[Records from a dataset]
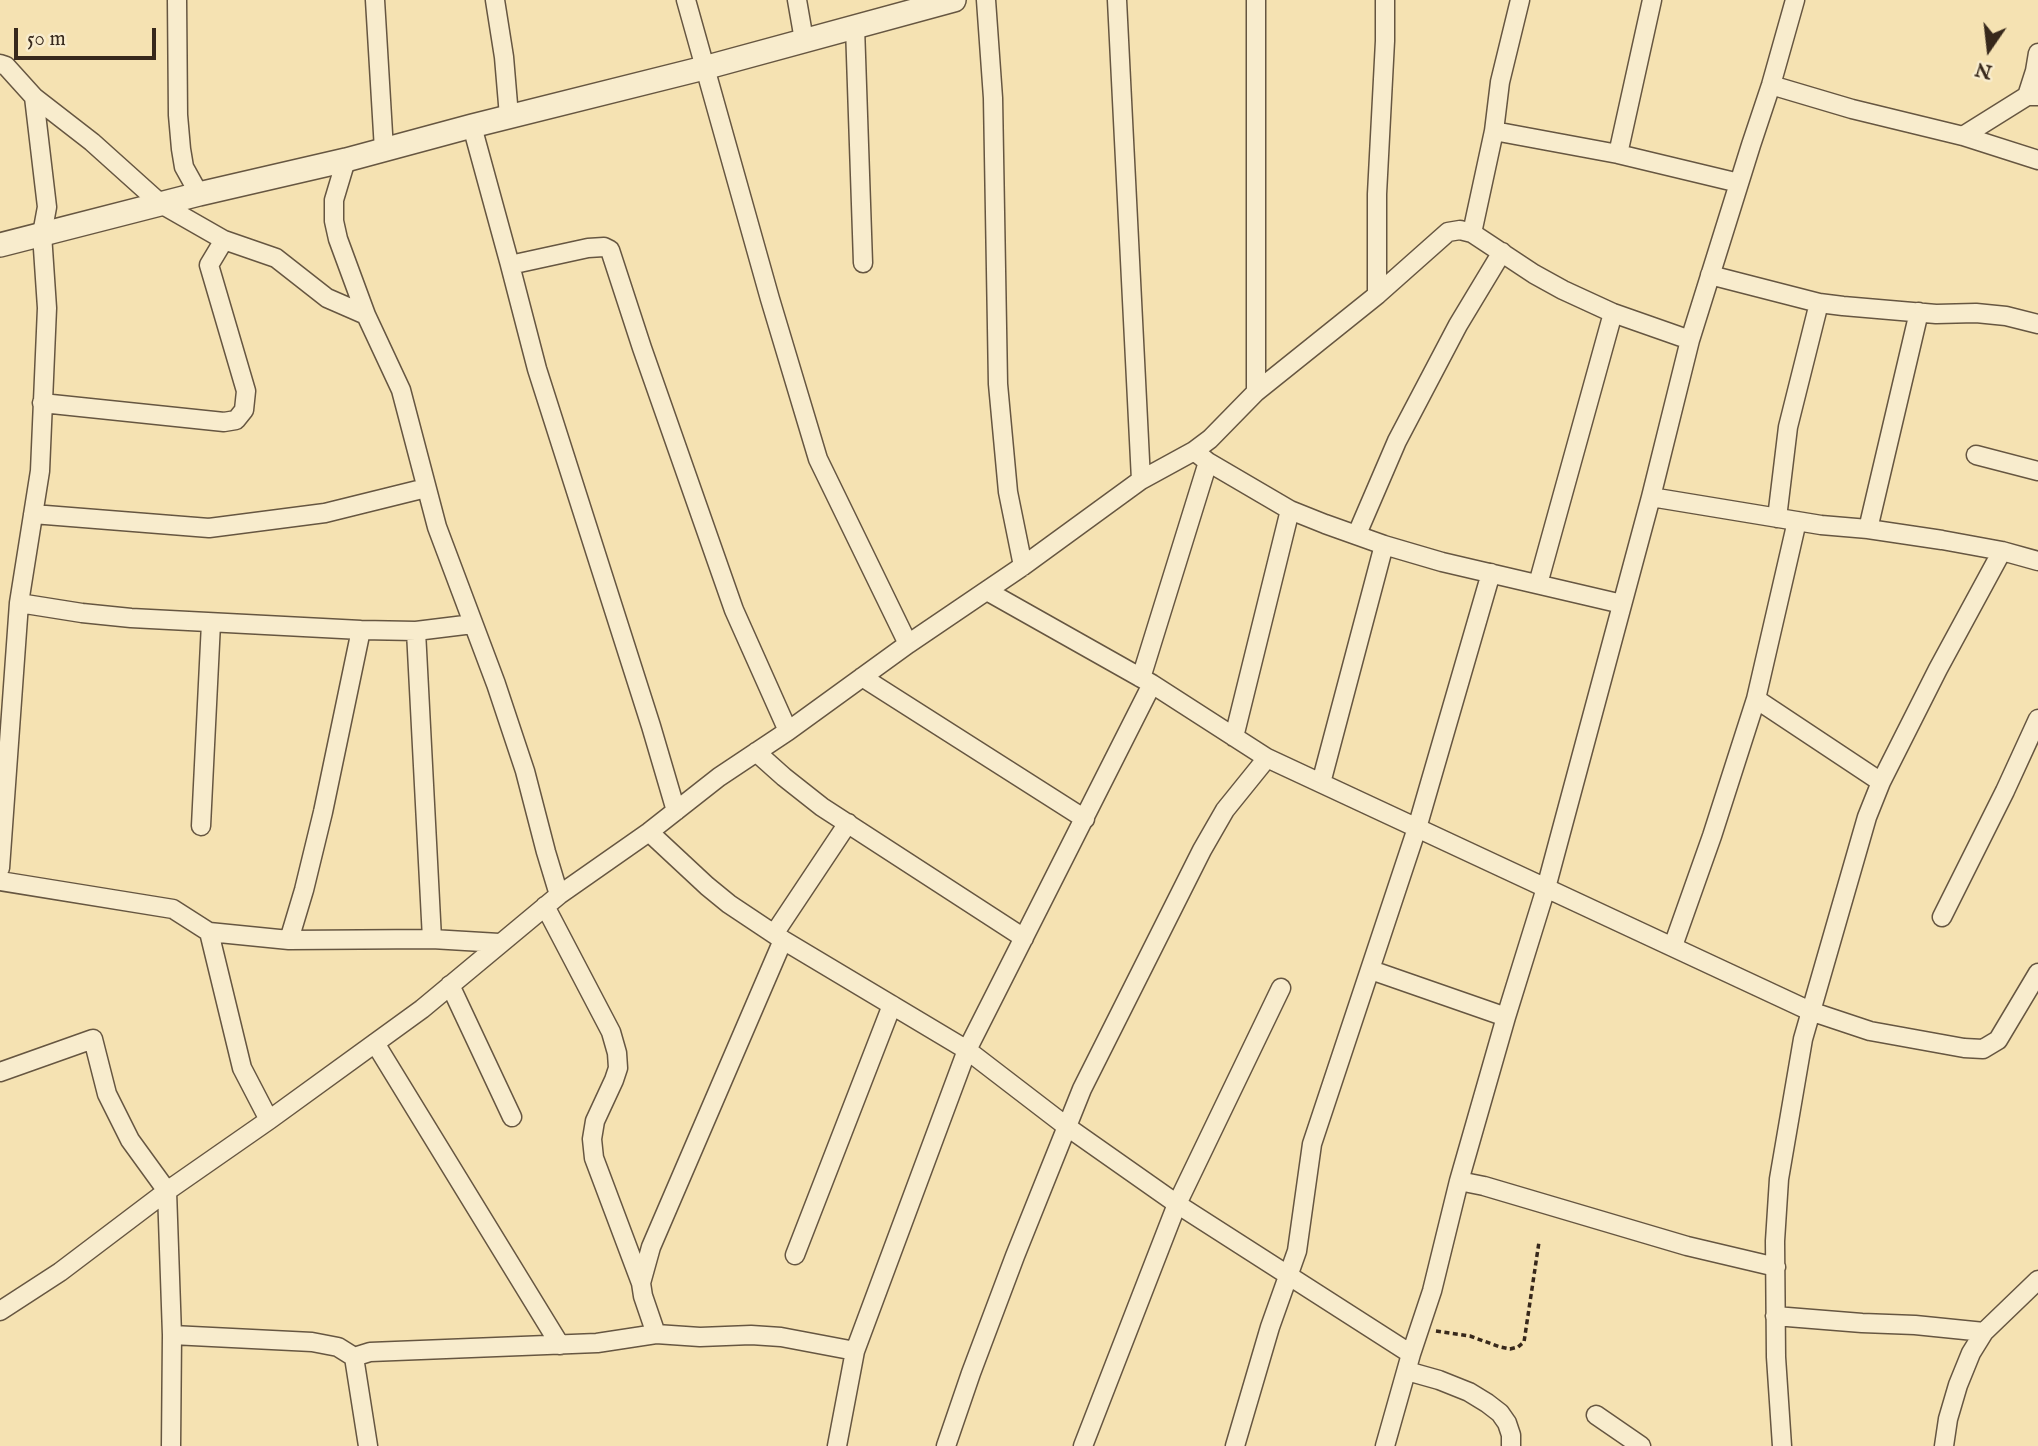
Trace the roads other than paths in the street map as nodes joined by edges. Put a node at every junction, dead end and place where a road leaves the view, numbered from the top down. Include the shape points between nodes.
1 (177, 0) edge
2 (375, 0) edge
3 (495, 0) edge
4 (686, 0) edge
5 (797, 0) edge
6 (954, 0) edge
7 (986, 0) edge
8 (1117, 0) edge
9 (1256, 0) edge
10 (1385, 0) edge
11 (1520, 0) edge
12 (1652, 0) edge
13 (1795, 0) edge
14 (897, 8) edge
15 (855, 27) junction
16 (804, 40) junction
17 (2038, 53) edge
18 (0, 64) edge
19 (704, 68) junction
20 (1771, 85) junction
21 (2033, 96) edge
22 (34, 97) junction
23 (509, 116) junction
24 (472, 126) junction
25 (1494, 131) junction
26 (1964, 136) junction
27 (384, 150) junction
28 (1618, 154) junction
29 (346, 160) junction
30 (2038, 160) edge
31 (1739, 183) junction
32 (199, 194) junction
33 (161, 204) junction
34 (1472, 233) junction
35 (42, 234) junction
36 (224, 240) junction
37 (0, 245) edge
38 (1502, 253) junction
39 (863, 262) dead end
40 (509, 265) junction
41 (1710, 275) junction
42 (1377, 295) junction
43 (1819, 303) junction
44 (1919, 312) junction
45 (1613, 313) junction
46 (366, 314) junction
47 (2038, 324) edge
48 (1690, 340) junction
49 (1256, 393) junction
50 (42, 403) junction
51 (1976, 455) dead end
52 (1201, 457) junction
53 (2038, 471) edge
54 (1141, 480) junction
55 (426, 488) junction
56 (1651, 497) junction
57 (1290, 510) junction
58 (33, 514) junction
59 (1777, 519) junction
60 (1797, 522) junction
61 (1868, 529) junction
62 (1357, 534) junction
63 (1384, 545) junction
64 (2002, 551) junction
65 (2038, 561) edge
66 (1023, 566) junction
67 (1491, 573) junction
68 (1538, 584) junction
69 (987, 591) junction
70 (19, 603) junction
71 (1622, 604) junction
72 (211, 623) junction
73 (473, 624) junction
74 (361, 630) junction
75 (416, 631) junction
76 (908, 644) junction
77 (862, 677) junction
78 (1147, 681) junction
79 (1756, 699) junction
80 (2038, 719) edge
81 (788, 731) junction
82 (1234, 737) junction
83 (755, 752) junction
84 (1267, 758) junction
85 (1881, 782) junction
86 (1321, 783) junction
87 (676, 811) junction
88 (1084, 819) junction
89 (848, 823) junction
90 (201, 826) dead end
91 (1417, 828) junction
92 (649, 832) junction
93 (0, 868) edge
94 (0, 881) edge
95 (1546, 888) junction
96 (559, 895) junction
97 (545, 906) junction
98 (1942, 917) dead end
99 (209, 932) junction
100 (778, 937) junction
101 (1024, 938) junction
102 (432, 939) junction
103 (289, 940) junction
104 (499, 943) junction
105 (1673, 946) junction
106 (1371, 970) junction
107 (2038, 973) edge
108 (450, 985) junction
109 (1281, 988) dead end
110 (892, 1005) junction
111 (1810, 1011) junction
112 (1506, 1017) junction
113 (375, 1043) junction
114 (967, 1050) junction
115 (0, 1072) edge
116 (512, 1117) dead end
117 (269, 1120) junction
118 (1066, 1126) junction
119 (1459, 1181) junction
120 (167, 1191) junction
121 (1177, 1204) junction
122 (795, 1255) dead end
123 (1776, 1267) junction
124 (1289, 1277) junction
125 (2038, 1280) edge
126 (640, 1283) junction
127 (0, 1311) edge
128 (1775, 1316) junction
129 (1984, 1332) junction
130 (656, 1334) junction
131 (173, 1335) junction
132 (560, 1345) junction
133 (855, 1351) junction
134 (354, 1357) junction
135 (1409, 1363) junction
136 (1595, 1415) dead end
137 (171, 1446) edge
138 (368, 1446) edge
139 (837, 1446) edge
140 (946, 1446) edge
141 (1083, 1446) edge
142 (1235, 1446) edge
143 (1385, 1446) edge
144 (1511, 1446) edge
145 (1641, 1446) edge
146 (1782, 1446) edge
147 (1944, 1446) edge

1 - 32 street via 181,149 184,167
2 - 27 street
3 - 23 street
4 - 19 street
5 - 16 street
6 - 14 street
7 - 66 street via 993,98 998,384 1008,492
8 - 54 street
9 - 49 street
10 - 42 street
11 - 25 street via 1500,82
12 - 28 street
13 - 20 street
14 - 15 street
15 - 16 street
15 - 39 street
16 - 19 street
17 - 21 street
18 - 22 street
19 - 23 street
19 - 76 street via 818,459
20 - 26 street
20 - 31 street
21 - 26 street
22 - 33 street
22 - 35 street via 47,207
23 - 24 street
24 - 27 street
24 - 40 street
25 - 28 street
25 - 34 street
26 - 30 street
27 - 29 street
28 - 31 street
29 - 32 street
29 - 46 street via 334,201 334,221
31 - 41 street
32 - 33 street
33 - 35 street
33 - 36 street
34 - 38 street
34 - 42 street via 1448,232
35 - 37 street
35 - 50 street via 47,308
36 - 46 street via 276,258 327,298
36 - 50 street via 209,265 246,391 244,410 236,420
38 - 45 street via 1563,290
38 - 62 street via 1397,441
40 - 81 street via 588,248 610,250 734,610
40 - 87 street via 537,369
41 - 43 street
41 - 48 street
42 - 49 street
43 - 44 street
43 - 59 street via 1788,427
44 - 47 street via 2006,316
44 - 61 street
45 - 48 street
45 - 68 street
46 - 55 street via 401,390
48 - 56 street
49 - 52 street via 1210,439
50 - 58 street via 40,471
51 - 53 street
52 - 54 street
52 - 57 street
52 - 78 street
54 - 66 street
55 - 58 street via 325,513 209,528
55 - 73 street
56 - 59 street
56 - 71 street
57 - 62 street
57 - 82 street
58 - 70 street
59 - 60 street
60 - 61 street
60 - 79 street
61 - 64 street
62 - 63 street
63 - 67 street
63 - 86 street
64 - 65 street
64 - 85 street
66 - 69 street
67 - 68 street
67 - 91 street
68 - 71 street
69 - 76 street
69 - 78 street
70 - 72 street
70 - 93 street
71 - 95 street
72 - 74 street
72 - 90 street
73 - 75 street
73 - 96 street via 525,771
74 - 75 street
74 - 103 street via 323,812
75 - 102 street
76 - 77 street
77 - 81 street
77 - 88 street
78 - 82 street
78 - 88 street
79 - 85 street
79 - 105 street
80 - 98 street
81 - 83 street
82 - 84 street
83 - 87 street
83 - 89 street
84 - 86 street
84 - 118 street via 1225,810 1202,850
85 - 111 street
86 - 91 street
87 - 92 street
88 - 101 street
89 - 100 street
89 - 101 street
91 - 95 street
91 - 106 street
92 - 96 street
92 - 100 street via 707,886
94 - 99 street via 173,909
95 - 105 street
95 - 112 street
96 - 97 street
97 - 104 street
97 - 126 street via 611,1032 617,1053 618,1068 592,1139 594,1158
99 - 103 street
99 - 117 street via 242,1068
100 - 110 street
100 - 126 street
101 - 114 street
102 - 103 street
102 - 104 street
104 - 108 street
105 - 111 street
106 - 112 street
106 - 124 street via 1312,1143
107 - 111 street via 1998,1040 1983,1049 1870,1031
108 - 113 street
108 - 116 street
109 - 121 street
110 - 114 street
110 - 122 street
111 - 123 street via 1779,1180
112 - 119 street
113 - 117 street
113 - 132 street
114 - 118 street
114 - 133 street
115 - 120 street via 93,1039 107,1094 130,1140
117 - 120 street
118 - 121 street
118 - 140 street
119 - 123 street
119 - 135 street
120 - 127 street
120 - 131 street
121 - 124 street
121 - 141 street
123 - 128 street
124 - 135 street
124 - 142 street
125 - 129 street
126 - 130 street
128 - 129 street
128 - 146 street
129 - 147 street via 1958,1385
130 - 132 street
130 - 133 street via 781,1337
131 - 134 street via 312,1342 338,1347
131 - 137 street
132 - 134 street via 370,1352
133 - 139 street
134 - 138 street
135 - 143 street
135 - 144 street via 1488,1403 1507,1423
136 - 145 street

- **HOW TO COMPLETE THIS TASK**
Count how many lines in the records above hold the word "dead", and answer with that number alone.

- **ANSWER SPACE**
9